Seven years by the sea
Interesting study out that you’re a completely different person at 77 than you were at 14.
I like to think I’ve gotten more goddess-like over the years. But I’d also like to think I was just as kind and as thoughtful and thinking as I was then, too.
Yet when a good friend from back then said to me around the primaries that he assumed I was voting for Bernie, I was rattled. Like, um, not into socialism.
Granted it would be better than this communo-fascism shit we have now. Citizens getting stopped at airports and other random checkpoints to make sure they aren’t illegal or intersex? Christ.
In any event, I saw “Year by the Sea” yesterday and was so moved that the heroine had so much spunk. She was mom’s age and left her husband and moved to Cape Cod, where she had to go by rowboat to her apartment without running water.
At the point I had to walk through mud to get to the rowboat, I would have been out of there.

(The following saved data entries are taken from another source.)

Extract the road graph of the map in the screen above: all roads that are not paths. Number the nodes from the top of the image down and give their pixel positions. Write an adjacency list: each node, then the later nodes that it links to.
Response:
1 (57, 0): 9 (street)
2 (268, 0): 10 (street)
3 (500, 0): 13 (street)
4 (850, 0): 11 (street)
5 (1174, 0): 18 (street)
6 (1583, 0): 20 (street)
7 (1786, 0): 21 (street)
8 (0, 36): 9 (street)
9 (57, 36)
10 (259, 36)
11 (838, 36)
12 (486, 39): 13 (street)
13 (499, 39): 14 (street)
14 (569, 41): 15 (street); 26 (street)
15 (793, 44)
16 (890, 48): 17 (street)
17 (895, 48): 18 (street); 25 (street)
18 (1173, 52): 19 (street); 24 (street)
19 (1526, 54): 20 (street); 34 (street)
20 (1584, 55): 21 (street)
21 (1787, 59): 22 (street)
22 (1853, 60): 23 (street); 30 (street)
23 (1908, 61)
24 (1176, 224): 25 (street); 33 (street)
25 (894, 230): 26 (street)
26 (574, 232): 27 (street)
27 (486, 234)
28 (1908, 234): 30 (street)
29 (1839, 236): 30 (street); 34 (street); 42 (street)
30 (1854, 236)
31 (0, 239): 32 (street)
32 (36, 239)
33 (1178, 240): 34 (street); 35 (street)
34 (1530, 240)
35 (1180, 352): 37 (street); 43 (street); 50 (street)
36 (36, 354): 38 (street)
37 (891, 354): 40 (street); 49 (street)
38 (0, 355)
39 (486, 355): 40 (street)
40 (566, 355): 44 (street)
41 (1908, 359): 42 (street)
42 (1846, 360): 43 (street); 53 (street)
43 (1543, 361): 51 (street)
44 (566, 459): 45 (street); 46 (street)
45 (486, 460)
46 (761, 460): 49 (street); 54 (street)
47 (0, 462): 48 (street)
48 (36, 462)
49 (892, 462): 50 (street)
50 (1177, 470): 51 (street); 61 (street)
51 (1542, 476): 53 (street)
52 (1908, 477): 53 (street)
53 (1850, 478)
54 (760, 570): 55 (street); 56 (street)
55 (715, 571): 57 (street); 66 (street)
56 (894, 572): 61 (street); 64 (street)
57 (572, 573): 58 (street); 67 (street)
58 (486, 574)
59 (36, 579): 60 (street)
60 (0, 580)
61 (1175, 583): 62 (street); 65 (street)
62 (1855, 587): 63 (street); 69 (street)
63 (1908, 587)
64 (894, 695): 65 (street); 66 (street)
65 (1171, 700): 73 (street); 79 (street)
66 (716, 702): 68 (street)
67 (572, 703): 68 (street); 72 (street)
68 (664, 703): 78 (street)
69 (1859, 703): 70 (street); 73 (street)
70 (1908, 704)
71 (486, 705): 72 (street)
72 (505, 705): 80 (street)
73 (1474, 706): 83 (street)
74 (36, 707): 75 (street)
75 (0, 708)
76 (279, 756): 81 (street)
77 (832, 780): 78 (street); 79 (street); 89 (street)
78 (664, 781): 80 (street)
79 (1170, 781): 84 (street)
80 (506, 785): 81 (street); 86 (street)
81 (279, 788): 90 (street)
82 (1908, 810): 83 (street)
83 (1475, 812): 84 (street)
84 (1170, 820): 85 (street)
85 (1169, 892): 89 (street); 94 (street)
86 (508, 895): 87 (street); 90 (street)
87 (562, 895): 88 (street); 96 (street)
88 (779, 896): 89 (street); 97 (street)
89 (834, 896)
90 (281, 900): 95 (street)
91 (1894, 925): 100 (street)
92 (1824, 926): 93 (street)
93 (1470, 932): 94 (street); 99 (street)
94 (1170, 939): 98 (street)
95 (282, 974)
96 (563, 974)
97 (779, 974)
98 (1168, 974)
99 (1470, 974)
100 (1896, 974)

Or maybe when there was no water or coffee waiting for me when I finally turned the breakers on in the dead of night.
But I bet my 18-year-old self, who lived in the haunted hotel … or maybe the 20-year-old girl who lived in the attic with the gargoyles and the entire homeless drag-queen population of Pittsburgh sleeping on the floor while she worked her three jobs … would have made an adventure of it.
I mean, I’d still take in a band of refugees over a single Trump voter any day. The latter would require heavy vetting if I were that into risk. Which, I’m not.
I feel like I try to get back to the girl who once was. Hard to do when you spend more than a paycheck on rent and somehow have to keep duct-taping your car together to make it go. I thought THOSE kinds of adventures would have ended in my 20s.
In muy seven-ish years by the sea, not much has changed. Same job title, same cat, same mom, same weight and same low-grade anxiety about everything. But a whole lot of peaks and valleys that keep drawing me back to the current mean.
As long as the heart keeps on ticking after it takes a beating, I suppose, all is well. And maybe the changes are there but I don’t see them.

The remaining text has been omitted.